● Exercise material
☆ ☆ ☆ ☆

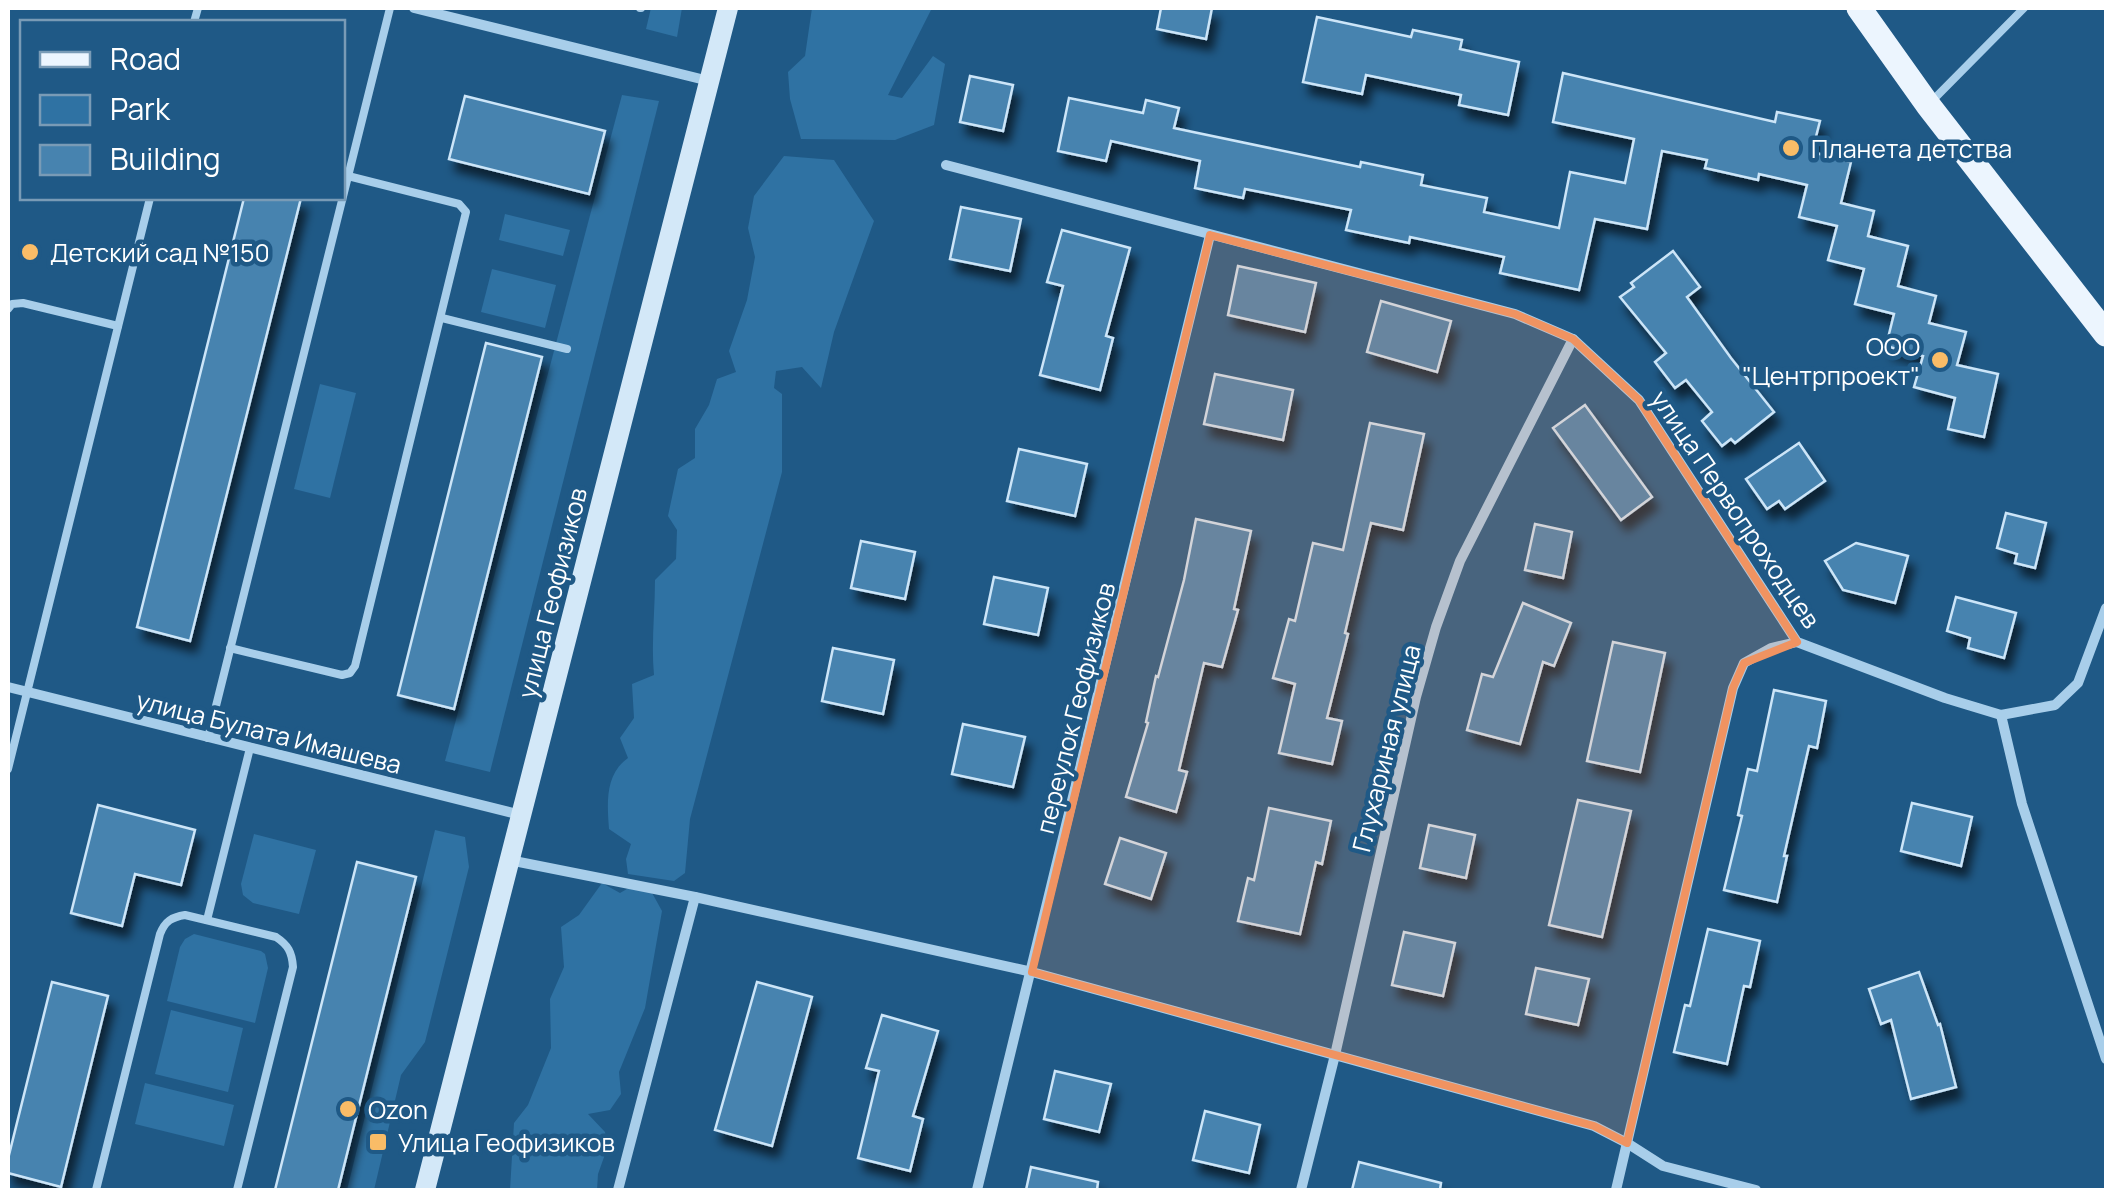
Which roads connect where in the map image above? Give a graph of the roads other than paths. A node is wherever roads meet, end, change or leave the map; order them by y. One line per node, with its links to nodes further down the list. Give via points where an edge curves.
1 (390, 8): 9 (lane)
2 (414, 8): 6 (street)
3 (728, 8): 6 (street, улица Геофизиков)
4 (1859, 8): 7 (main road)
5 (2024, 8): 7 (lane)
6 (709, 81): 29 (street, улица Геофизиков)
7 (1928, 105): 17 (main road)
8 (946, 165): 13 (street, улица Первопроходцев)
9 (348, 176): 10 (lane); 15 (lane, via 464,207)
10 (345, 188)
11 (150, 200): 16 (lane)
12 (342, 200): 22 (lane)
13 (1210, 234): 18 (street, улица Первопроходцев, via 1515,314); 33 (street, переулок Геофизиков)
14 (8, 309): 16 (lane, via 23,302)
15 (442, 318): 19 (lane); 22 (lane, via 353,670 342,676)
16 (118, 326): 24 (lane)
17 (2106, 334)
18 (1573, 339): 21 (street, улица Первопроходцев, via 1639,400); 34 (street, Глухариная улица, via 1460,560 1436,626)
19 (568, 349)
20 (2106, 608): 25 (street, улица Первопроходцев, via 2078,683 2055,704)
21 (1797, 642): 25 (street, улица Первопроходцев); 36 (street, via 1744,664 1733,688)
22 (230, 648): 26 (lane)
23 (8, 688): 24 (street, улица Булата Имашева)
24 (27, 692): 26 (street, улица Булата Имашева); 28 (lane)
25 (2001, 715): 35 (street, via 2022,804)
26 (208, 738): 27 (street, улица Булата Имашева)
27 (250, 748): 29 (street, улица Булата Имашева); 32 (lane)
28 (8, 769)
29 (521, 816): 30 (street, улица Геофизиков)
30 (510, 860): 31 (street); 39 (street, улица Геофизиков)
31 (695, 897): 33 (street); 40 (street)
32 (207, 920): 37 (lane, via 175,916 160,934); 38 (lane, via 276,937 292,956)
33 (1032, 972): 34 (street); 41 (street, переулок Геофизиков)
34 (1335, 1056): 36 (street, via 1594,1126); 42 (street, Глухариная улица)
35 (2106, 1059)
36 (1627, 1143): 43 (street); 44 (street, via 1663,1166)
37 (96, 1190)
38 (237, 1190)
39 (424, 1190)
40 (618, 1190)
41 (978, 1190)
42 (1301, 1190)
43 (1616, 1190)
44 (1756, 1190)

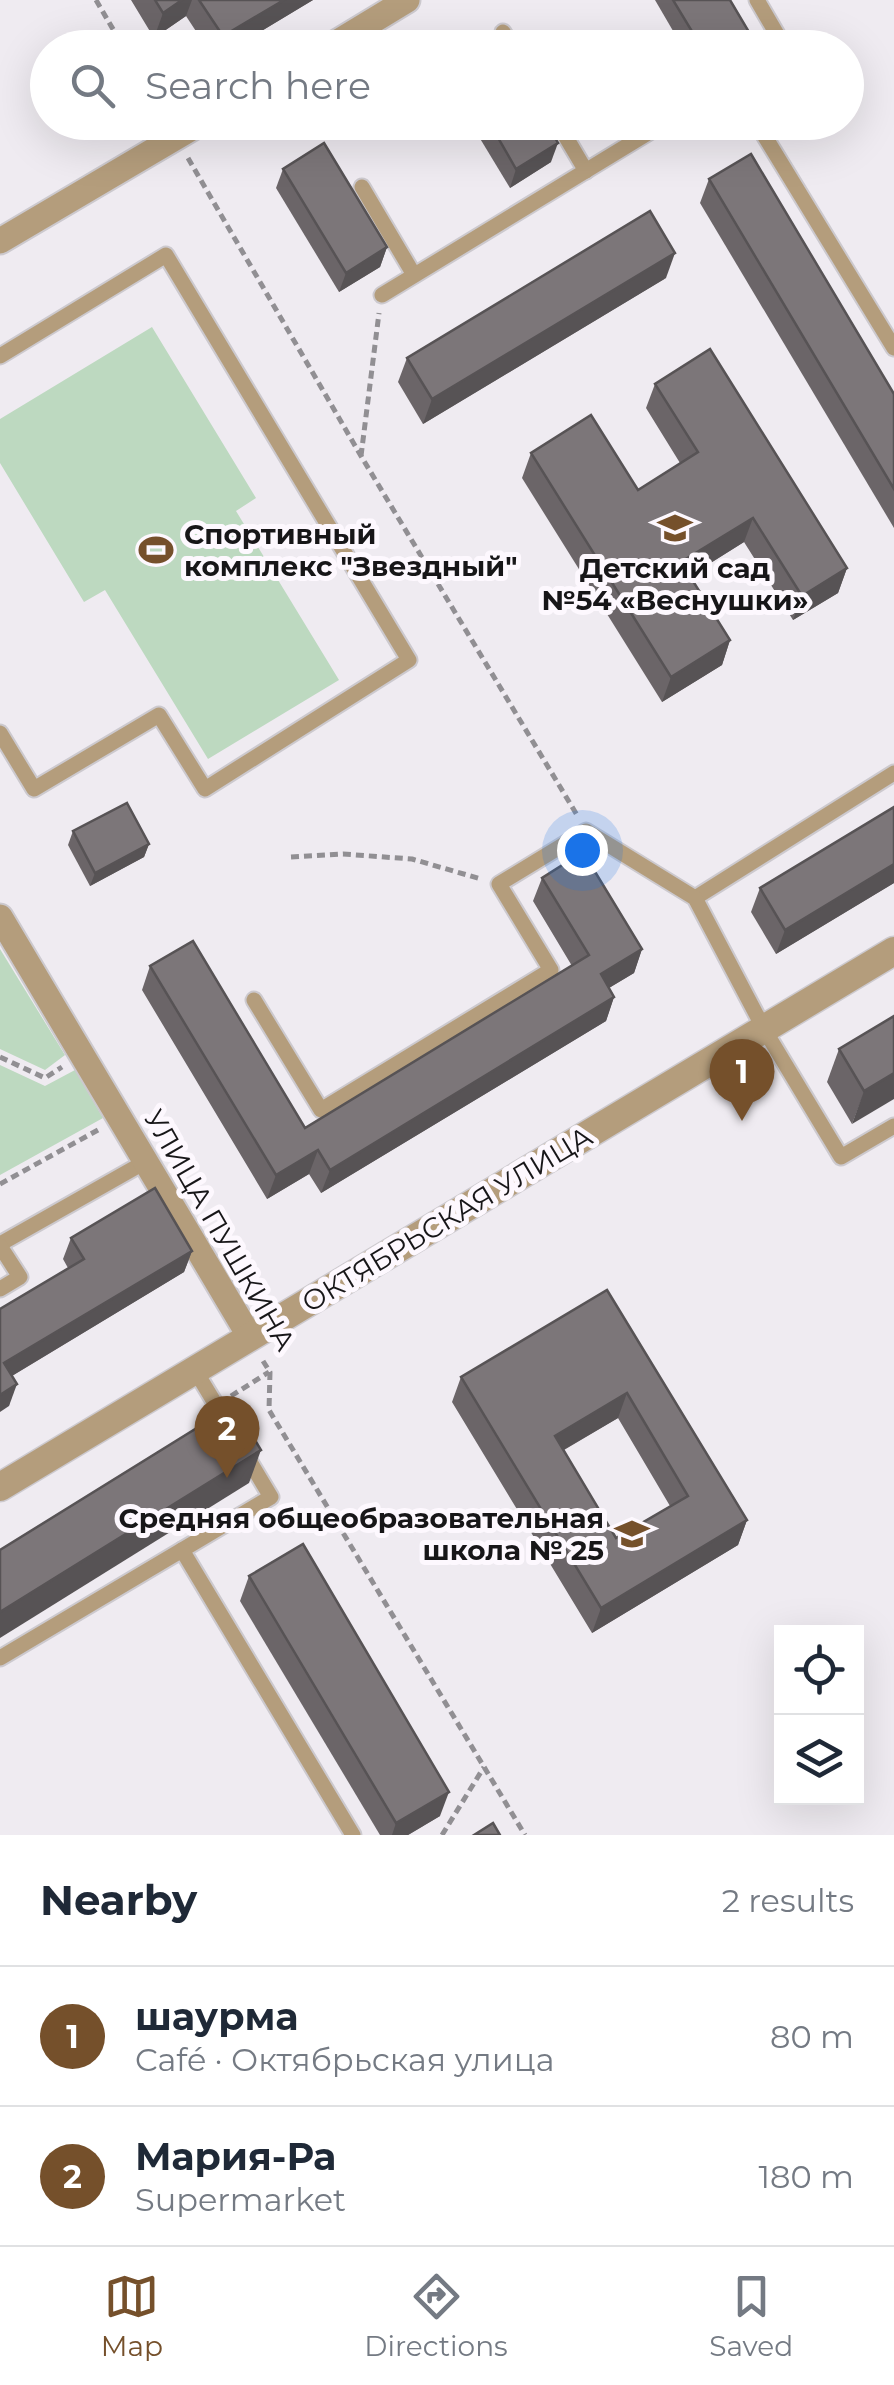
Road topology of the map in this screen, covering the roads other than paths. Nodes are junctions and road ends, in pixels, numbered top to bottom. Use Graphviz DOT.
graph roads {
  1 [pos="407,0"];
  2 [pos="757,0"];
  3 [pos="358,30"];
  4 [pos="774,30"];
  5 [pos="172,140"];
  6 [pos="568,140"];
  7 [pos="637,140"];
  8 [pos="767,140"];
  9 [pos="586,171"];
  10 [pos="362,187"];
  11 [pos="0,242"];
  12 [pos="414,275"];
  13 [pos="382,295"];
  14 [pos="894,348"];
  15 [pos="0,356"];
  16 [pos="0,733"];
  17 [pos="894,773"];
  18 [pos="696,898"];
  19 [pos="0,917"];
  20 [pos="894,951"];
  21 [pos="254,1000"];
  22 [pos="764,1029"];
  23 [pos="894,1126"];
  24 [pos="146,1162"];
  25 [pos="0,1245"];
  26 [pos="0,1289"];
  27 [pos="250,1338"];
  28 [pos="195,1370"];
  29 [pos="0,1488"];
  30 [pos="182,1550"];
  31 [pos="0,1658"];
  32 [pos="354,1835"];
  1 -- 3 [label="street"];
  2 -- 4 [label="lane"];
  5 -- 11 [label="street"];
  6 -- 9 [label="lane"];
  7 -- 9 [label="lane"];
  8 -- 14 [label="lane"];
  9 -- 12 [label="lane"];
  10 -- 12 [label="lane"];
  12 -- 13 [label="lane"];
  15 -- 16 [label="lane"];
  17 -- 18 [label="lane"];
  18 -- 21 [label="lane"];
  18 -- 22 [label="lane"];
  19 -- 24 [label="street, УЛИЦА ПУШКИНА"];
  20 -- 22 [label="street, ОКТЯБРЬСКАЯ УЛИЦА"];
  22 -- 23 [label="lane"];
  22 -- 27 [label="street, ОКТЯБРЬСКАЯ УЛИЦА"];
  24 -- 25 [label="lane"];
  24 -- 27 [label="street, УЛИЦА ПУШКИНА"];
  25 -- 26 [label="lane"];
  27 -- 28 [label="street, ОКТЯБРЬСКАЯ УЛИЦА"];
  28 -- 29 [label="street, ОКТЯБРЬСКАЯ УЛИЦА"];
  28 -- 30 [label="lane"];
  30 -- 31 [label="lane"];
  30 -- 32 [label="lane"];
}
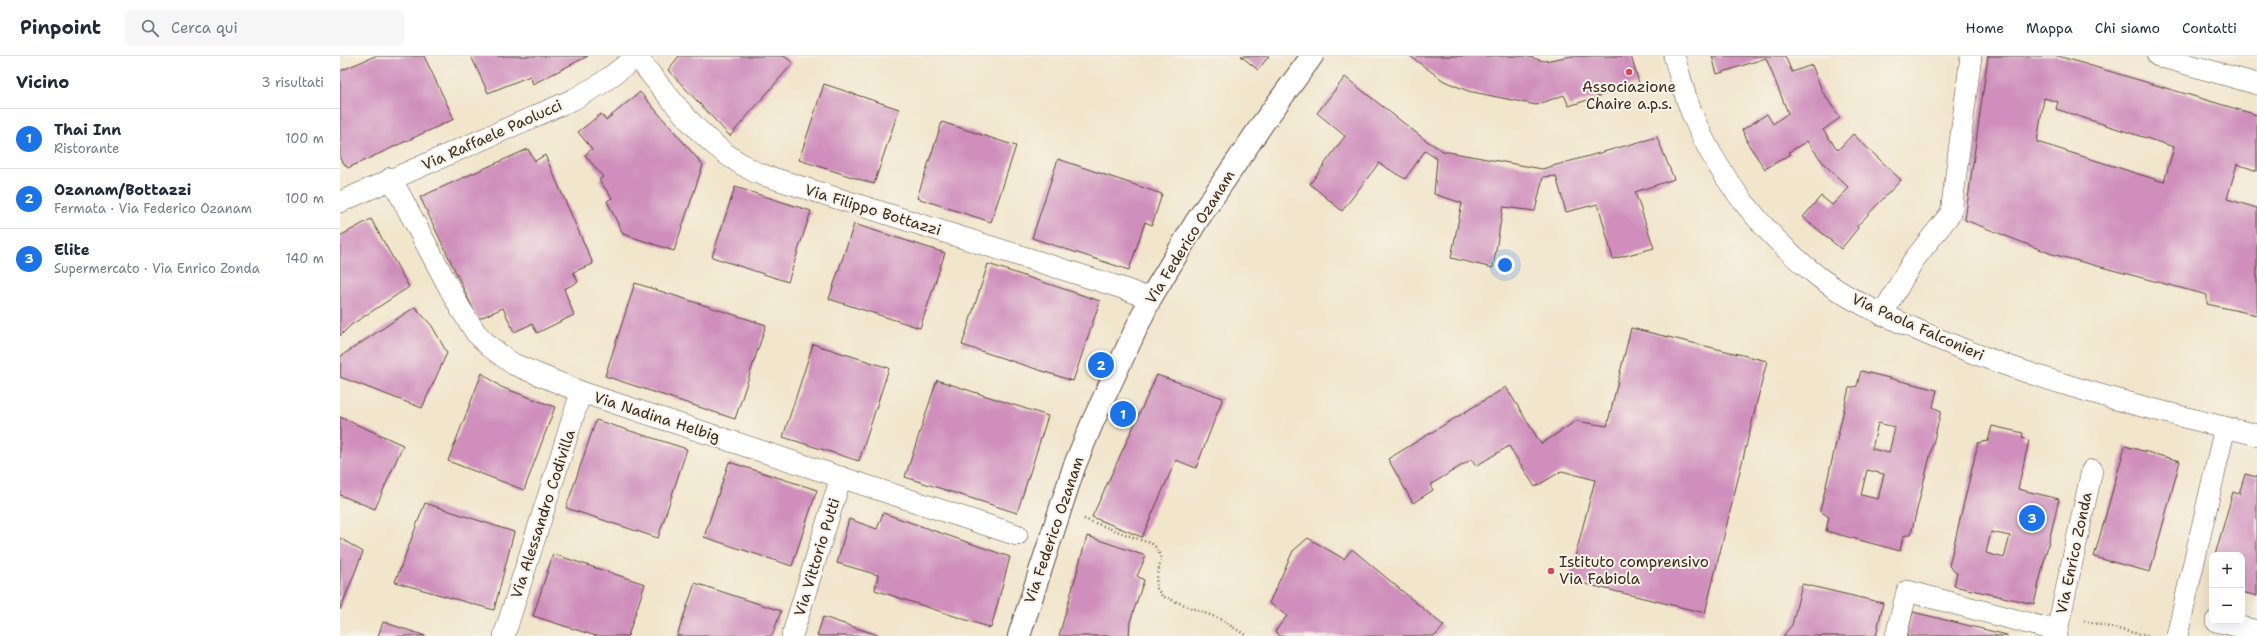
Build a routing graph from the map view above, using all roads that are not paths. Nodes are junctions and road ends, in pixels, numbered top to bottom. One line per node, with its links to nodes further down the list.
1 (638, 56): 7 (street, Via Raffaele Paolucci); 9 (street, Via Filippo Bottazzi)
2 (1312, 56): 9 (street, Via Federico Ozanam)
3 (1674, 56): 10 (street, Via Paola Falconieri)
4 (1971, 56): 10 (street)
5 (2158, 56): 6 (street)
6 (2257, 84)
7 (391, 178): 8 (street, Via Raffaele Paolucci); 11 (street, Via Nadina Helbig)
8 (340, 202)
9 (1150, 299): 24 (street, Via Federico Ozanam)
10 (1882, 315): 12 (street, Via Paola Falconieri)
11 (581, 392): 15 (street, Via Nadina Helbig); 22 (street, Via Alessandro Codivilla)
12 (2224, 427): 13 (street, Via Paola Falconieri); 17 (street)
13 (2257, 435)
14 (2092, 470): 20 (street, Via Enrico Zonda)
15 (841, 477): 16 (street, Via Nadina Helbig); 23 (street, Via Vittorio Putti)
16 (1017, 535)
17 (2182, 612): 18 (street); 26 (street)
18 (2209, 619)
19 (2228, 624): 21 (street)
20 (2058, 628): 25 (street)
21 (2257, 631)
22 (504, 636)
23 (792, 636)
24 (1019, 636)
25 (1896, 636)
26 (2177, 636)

☆ ☆ ☆ ☆

● Work request
Because the pictures are not wanted, retype every record exactly without them.

● Result of this exercise
Which roads connect where in the map image above? Give a graph of the roads other than paths. A node is wherever roads meet, end, change or leave the map; order them by y. One line per node, with its links to nodes further down the list. Give via points where an edge curves.
1 (390, 8): 9 (lane)
2 (414, 8): 6 (street)
3 (728, 8): 6 (street, улица Геофизиков)
4 (1859, 8): 7 (main road)
5 (2024, 8): 7 (lane)
6 (709, 81): 29 (street, улица Геофизиков)
7 (1928, 105): 17 (main road)
8 (946, 165): 13 (street, улица Первопроходцев)
9 (348, 176): 10 (lane); 15 (lane, via 464,207)
10 (345, 188)
11 (150, 200): 16 (lane)
12 (342, 200): 22 (lane)
13 (1210, 234): 18 (street, улица Первопроходцев, via 1515,314); 33 (street, переулок Геофизиков)
14 (8, 309): 16 (lane, via 23,302)
15 (442, 318): 19 (lane); 22 (lane, via 353,670 342,676)
16 (118, 326): 24 (lane)
17 (2106, 334)
18 (1573, 339): 21 (street, улица Первопроходцев, via 1639,400); 34 (street, Глухариная улица, via 1460,560 1436,626)
19 (568, 349)
20 (2106, 608): 25 (street, улица Первопроходцев, via 2078,683 2055,704)
21 (1797, 642): 25 (street, улица Первопроходцев); 36 (street, via 1744,664 1733,688)
22 (230, 648): 26 (lane)
23 (8, 688): 24 (street, улица Булата Имашева)
24 (27, 692): 26 (street, улица Булата Имашева); 28 (lane)
25 (2001, 715): 35 (street, via 2022,804)
26 (208, 738): 27 (street, улица Булата Имашева)
27 (250, 748): 29 (street, улица Булата Имашева); 32 (lane)
28 (8, 769)
29 (521, 816): 30 (street, улица Геофизиков)
30 (510, 860): 31 (street); 39 (street, улица Геофизиков)
31 (695, 897): 33 (street); 40 (street)
32 (207, 920): 37 (lane, via 175,916 160,934); 38 (lane, via 276,937 292,956)
33 (1032, 972): 34 (street); 41 (street, переулок Геофизиков)
34 (1335, 1056): 36 (street, via 1594,1126); 42 (street, Глухариная улица)
35 (2106, 1059)
36 (1627, 1143): 43 (street); 44 (street, via 1663,1166)
37 (96, 1190)
38 (237, 1190)
39 (424, 1190)
40 (618, 1190)
41 (978, 1190)
42 (1301, 1190)
43 (1616, 1190)
44 (1756, 1190)

Road topology of the map in this screen, covering the roads other than paths. Nodes are junctions and road ends, in pixels, numbered top to bottom. Use Graphviz DOT.
graph roads {
  1 [pos="407,0"];
  2 [pos="757,0"];
  3 [pos="358,30"];
  4 [pos="774,30"];
  5 [pos="172,140"];
  6 [pos="568,140"];
  7 [pos="637,140"];
  8 [pos="767,140"];
  9 [pos="586,171"];
  10 [pos="362,187"];
  11 [pos="0,242"];
  12 [pos="414,275"];
  13 [pos="382,295"];
  14 [pos="894,348"];
  15 [pos="0,356"];
  16 [pos="0,733"];
  17 [pos="894,773"];
  18 [pos="696,898"];
  19 [pos="0,917"];
  20 [pos="894,951"];
  21 [pos="254,1000"];
  22 [pos="764,1029"];
  23 [pos="894,1126"];
  24 [pos="146,1162"];
  25 [pos="0,1245"];
  26 [pos="0,1289"];
  27 [pos="250,1338"];
  28 [pos="195,1370"];
  29 [pos="0,1488"];
  30 [pos="182,1550"];
  31 [pos="0,1658"];
  32 [pos="354,1835"];
  1 -- 3 [label="street"];
  2 -- 4 [label="lane"];
  5 -- 11 [label="street"];
  6 -- 9 [label="lane"];
  7 -- 9 [label="lane"];
  8 -- 14 [label="lane"];
  9 -- 12 [label="lane"];
  10 -- 12 [label="lane"];
  12 -- 13 [label="lane"];
  15 -- 16 [label="lane"];
  17 -- 18 [label="lane"];
  18 -- 21 [label="lane"];
  18 -- 22 [label="lane"];
  19 -- 24 [label="street, УЛИЦА ПУШКИНА"];
  20 -- 22 [label="street, ОКТЯБРЬСКАЯ УЛИЦА"];
  22 -- 23 [label="lane"];
  22 -- 27 [label="street, ОКТЯБРЬСКАЯ УЛИЦА"];
  24 -- 25 [label="lane"];
  24 -- 27 [label="street, УЛИЦА ПУШКИНА"];
  25 -- 26 [label="lane"];
  27 -- 28 [label="street, ОКТЯБРЬСКАЯ УЛИЦА"];
  28 -- 29 [label="street, ОКТЯБРЬСКАЯ УЛИЦА"];
  28 -- 30 [label="lane"];
  30 -- 31 [label="lane"];
  30 -- 32 [label="lane"];
}
Build a routing graph from the map view above, using all roads that are not paths. Nodes are junctions and road ends, in pixels, numbered top to bottom. One line per node, with its links to nodes further down the list.
1 (638, 56): 7 (street, Via Raffaele Paolucci); 9 (street, Via Filippo Bottazzi)
2 (1312, 56): 9 (street, Via Federico Ozanam)
3 (1674, 56): 10 (street, Via Paola Falconieri)
4 (1971, 56): 10 (street)
5 (2158, 56): 6 (street)
6 (2257, 84)
7 (391, 178): 8 (street, Via Raffaele Paolucci); 11 (street, Via Nadina Helbig)
8 (340, 202)
9 (1150, 299): 24 (street, Via Federico Ozanam)
10 (1882, 315): 12 (street, Via Paola Falconieri)
11 (581, 392): 15 (street, Via Nadina Helbig); 22 (street, Via Alessandro Codivilla)
12 (2224, 427): 13 (street, Via Paola Falconieri); 17 (street)
13 (2257, 435)
14 (2092, 470): 20 (street, Via Enrico Zonda)
15 (841, 477): 16 (street, Via Nadina Helbig); 23 (street, Via Vittorio Putti)
16 (1017, 535)
17 (2182, 612): 18 (street); 26 (street)
18 (2209, 619)
19 (2228, 624): 21 (street)
20 (2058, 628): 25 (street)
21 (2257, 631)
22 (504, 636)
23 (792, 636)
24 (1019, 636)
25 (1896, 636)
26 (2177, 636)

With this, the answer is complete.